TASK DETAILS
The reply must repeat each entry exactly and contain no pictures.

RECORDS FOR THE TASK
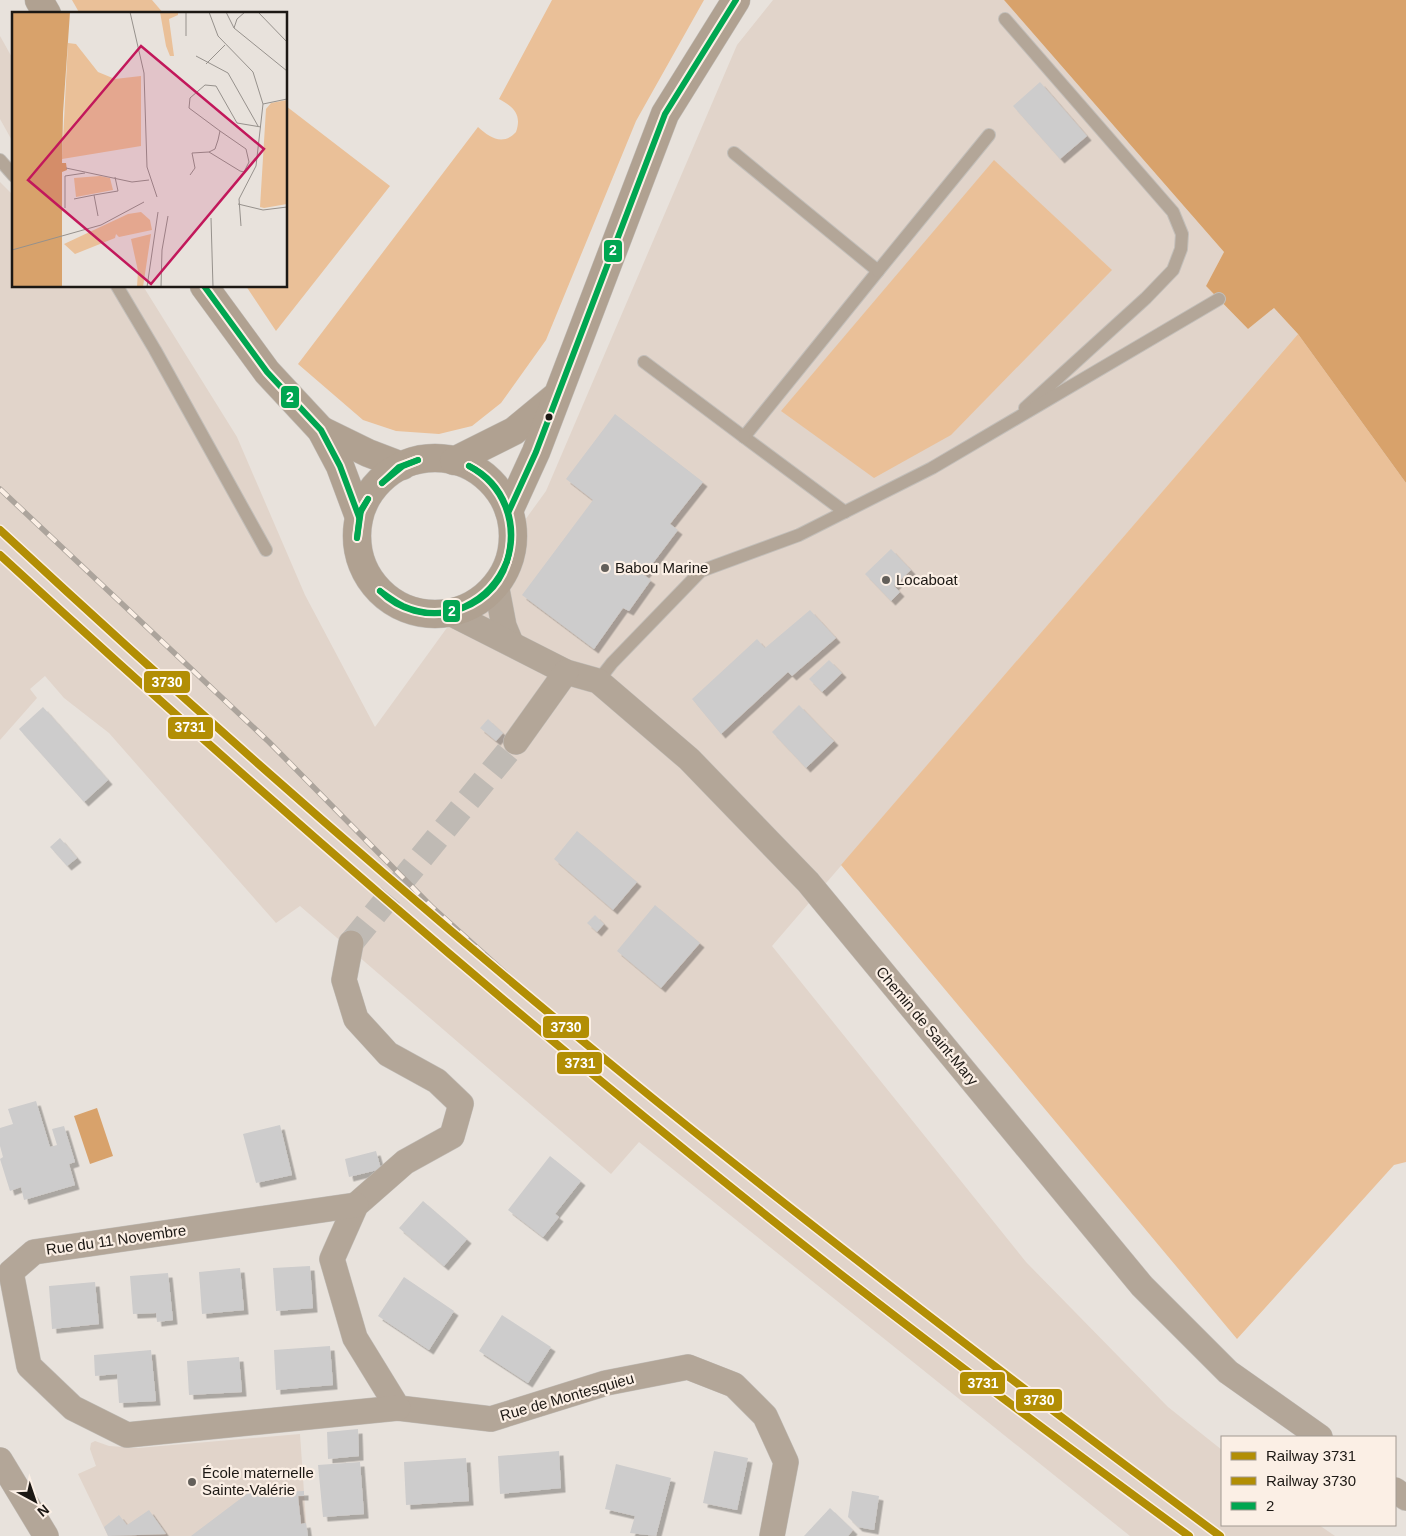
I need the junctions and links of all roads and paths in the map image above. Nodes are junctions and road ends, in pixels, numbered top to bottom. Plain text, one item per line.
1 (40, 0) edge
2 (736, 0) edge
3 (46, 12) edge
4 (1004, 18) dead end
5 (989, 135) dead end
6 (734, 153) dead end
7 (0, 160) edge
8 (12, 174) edge
9 (878, 271) junction
10 (118, 288) edge
11 (205, 288) edge
12 (1219, 299) dead end
13 (644, 362) dead end
14 (556, 397) junction
15 (1005, 426) junction
16 (320, 430) junction
17 (744, 437) junction
18 (454, 460) junction
19 (402, 466) junction
20 (509, 511) junction
21 (845, 512) junction
22 (359, 517) junction
23 (266, 550) dead end
24 (496, 584) junction
25 (448, 612) junction
26 (511, 643) junction
27 (566, 672) junction
28 (598, 681) junction
29 (516, 742) tunnel mouth
30 (351, 943) tunnel mouth
31 (356, 1205) junction
32 (398, 1408) junction
33 (1319, 1436) edge
34 (0, 1460) edge
35 (46, 1536) edge
36 (772, 1536) edge

1 - 3 street
2 - 14 street
4 - 15 lane
5 - 9 lane
6 - 9 lane
7 - 8 lane
9 - 17 lane
10 - 23 lane
11 - 16 street
12 - 15 lane
13 - 17 lane
14 - 18 street
14 - 20 street
15 - 21 lane
16 - 19 street
16 - 22 street
17 - 21 lane
18 - 19 street
18 - 20 street
19 - 22 street
20 - 24 street
21 - 28 lane
22 - 25 street
24 - 25 street
24 - 26 street
25 - 26 street, Chemin de Saint-Mary
26 - 27 street, Chemin de Saint-Mary
27 - 28 street, Chemin de Saint-Mary
27 - 29 street
28 - 33 street, Chemin de Saint-Mary
30 - 31 street
31 - 32 street
31 - 32 street, Rue du 11 Novembre
32 - 36 street, Rue de Montesquieu
34 - 35 street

EXPECTED OUTPUT
I need the junctions and links of all roads and paths in the map image above. Nodes are junctions and road ends, in pixels, numbered top to bottom. Plain text, one item per line.
1 (40, 0) edge
2 (736, 0) edge
3 (46, 12) edge
4 (1004, 18) dead end
5 (989, 135) dead end
6 (734, 153) dead end
7 (0, 160) edge
8 (12, 174) edge
9 (878, 271) junction
10 (118, 288) edge
11 (205, 288) edge
12 (1219, 299) dead end
13 (644, 362) dead end
14 (556, 397) junction
15 (1005, 426) junction
16 (320, 430) junction
17 (744, 437) junction
18 (454, 460) junction
19 (402, 466) junction
20 (509, 511) junction
21 (845, 512) junction
22 (359, 517) junction
23 (266, 550) dead end
24 (496, 584) junction
25 (448, 612) junction
26 (511, 643) junction
27 (566, 672) junction
28 (598, 681) junction
29 (516, 742) tunnel mouth
30 (351, 943) tunnel mouth
31 (356, 1205) junction
32 (398, 1408) junction
33 (1319, 1436) edge
34 (0, 1460) edge
35 (46, 1536) edge
36 (772, 1536) edge

1 - 3 street
2 - 14 street
4 - 15 lane
5 - 9 lane
6 - 9 lane
7 - 8 lane
9 - 17 lane
10 - 23 lane
11 - 16 street
12 - 15 lane
13 - 17 lane
14 - 18 street
14 - 20 street
15 - 21 lane
16 - 19 street
16 - 22 street
17 - 21 lane
18 - 19 street
18 - 20 street
19 - 22 street
20 - 24 street
21 - 28 lane
22 - 25 street
24 - 25 street
24 - 26 street
25 - 26 street, Chemin de Saint-Mary
26 - 27 street, Chemin de Saint-Mary
27 - 28 street, Chemin de Saint-Mary
27 - 29 street
28 - 33 street, Chemin de Saint-Mary
30 - 31 street
31 - 32 street
31 - 32 street, Rue du 11 Novembre
32 - 36 street, Rue de Montesquieu
34 - 35 street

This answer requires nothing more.